> **RECORDS FOR PROCESSING**:

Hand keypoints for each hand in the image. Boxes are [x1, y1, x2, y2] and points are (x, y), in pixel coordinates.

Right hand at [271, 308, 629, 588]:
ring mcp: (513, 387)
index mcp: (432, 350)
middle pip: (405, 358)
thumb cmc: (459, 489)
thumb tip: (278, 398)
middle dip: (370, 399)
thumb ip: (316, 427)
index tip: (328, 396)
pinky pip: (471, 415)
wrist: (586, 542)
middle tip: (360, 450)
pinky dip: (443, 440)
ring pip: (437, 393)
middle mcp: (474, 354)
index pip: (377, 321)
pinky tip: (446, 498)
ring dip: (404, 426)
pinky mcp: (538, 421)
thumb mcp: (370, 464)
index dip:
==
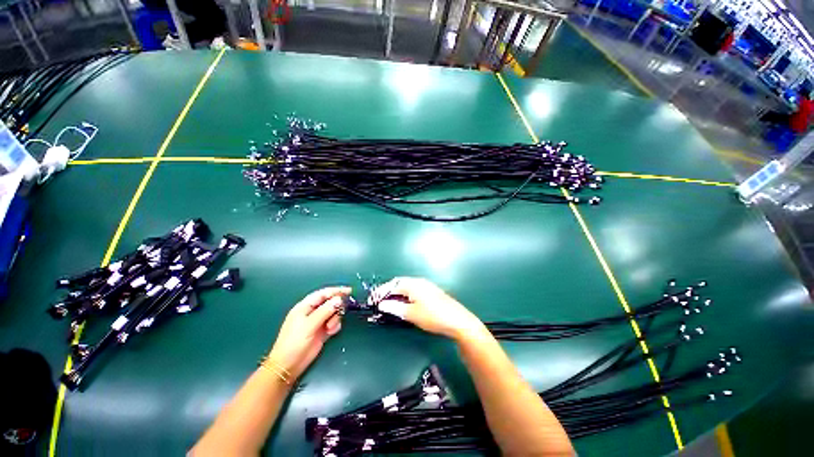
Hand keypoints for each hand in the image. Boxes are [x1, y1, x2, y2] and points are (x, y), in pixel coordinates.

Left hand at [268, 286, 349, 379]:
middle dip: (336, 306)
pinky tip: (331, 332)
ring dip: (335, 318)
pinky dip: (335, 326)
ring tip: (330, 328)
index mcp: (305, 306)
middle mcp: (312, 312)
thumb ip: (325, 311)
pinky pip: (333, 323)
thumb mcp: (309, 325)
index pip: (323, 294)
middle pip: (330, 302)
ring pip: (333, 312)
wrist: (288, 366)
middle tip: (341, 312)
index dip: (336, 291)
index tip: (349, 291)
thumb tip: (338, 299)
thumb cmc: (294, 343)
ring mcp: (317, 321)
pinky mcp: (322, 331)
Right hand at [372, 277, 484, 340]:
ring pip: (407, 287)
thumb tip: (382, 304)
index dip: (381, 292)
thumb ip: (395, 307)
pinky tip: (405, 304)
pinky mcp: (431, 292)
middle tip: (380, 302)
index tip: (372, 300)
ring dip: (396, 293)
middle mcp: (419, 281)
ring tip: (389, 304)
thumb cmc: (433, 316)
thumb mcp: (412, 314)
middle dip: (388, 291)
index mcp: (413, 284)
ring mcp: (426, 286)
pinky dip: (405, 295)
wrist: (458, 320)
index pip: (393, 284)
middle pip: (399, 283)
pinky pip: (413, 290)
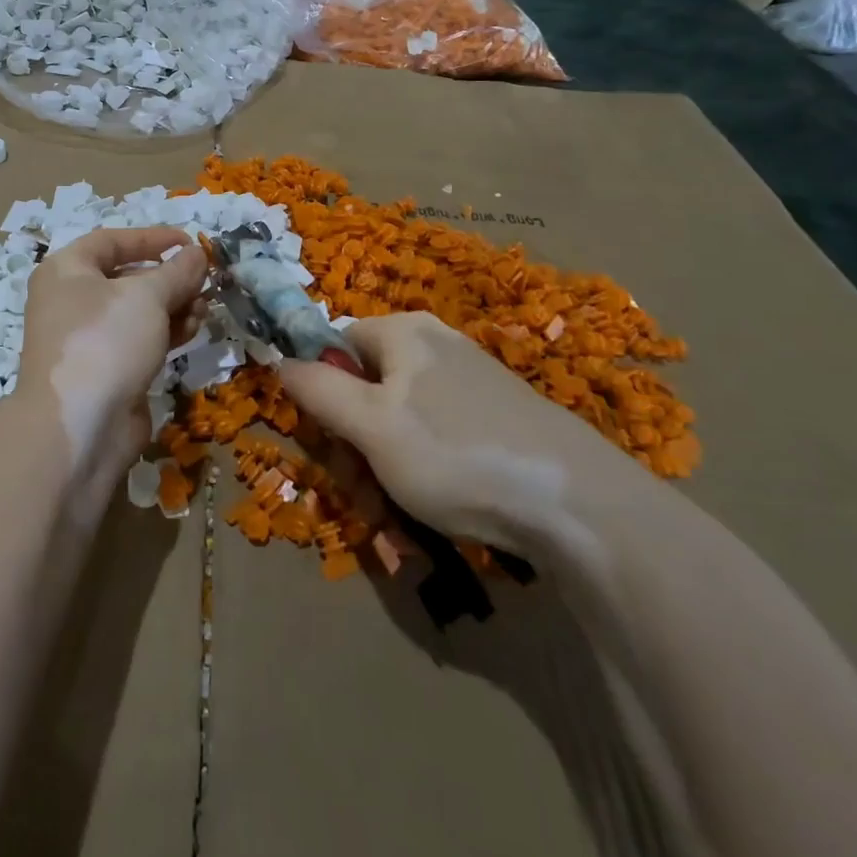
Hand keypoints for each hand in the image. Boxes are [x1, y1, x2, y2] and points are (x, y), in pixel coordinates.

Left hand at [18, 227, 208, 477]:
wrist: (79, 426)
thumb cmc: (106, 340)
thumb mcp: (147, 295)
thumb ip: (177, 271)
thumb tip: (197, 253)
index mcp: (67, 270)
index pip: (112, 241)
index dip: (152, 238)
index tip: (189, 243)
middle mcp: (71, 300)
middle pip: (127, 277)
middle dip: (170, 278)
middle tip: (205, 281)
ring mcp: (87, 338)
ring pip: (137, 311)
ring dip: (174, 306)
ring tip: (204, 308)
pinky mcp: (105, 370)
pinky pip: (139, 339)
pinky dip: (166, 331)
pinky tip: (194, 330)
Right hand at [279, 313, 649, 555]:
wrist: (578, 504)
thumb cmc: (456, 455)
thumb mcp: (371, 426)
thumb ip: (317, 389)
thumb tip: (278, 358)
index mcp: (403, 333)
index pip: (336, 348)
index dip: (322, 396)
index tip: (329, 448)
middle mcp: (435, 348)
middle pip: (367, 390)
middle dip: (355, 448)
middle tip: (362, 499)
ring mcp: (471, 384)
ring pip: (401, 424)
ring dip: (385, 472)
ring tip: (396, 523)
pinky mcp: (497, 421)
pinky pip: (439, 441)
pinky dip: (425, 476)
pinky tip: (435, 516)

> **DESCRIPTION OF THE TASK**:
State how many lines of the records above contain the word "hand", and give only that number.

> **SOLUTION**:
8